Most days when I get up, I make a strong cup of Goya espresso coffee; while waiting for the water to boil, I feed the cats a pouch of Whiskas (not because it's good for them but because they like it) and I sit, in the zazen sense of sitting, not to meditate but to awaken and to focus.
I sit on a couch facing the fireplace focusing my eyes on the mantel just below a Civil War sword—a family heirloom—that I hung there with "Stand by the Union" engraved on it's blade as I sip from my cup, held with both hands, waiting for the intoxicant to awaken me.
I have a mantra. I silently repeat this as I inhale the quiet morning air with the light coming through the blinds; the air is perfect, the light is perfect, the time is perfect, I am perfect. And as I exhale I silently repeat that which encompasses everything that I would rid myself of: my resentments, my fears, my regrets, my impatience and all the other vain deceptions and clinging imperfections of yesterday or tomorrow that make up who I am.

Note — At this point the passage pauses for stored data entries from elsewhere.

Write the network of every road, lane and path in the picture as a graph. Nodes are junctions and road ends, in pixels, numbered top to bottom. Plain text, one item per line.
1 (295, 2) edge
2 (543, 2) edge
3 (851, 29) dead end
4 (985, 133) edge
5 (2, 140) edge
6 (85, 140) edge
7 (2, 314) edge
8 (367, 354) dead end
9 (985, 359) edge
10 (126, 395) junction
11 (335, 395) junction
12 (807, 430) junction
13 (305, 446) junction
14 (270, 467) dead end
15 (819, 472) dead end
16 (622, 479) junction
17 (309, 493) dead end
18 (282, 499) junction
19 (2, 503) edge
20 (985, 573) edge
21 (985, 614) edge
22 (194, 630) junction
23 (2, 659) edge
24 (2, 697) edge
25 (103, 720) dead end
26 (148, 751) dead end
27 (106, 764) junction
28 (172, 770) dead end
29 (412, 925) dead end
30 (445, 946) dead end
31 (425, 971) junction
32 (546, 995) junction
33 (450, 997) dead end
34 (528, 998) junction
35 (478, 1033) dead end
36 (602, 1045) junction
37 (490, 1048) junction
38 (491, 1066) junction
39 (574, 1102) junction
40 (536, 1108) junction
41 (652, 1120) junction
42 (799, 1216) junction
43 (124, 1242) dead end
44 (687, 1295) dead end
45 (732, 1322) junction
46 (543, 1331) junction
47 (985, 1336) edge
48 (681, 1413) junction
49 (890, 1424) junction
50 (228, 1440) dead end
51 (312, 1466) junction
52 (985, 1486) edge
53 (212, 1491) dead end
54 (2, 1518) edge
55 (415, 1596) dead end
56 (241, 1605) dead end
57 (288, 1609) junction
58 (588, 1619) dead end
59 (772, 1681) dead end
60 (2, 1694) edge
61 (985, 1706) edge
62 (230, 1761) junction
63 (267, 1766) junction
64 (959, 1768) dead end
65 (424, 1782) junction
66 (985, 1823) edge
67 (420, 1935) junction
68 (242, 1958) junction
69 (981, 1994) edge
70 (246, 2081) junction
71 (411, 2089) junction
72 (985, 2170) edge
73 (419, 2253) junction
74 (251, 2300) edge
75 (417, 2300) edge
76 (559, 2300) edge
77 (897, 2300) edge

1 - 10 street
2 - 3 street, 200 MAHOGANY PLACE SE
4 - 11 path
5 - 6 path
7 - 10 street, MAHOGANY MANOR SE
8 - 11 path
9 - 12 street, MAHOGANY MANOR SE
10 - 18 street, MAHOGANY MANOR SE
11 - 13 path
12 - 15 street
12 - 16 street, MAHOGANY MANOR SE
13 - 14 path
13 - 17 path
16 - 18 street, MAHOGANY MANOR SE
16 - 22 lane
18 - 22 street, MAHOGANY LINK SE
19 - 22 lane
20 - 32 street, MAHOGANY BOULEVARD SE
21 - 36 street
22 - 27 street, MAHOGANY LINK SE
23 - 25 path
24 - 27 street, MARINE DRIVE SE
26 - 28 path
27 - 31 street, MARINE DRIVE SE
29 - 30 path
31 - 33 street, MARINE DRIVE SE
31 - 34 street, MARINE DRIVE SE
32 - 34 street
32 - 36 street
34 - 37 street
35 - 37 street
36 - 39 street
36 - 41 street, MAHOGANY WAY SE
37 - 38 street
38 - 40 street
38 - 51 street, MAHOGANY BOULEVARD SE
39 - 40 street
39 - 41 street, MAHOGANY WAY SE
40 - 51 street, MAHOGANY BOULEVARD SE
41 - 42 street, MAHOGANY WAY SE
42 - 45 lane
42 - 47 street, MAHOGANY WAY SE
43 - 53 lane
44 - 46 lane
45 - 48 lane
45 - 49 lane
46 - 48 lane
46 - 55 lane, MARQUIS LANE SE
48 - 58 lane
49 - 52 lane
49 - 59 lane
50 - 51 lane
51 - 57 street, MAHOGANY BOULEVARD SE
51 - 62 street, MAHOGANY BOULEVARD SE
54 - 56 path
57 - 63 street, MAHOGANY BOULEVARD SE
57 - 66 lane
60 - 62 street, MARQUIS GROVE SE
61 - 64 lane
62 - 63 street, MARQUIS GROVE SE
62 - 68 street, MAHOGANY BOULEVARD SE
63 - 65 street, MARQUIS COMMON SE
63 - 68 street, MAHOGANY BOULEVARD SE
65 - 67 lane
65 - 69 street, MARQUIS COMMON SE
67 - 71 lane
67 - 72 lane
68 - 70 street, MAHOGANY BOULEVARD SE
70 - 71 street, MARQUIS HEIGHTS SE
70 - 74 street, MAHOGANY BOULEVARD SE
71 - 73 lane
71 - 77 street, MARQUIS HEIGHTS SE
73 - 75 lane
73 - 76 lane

I'd begun sitting there with the purpose of replacing the uncomfortable that of life with its beatific this. But after several months of mornings before the mantel, I realized the most important word of this mantra was not this and the wished for perfection it stood for; nor was it that and all I wanted to shun. It was a new word that slowly came to me lightly on my breath; one that inserted itself between the two. A simple and beautiful word. That word was and.
I would not try to replace one part of my life with another, I would "Stand by the Union."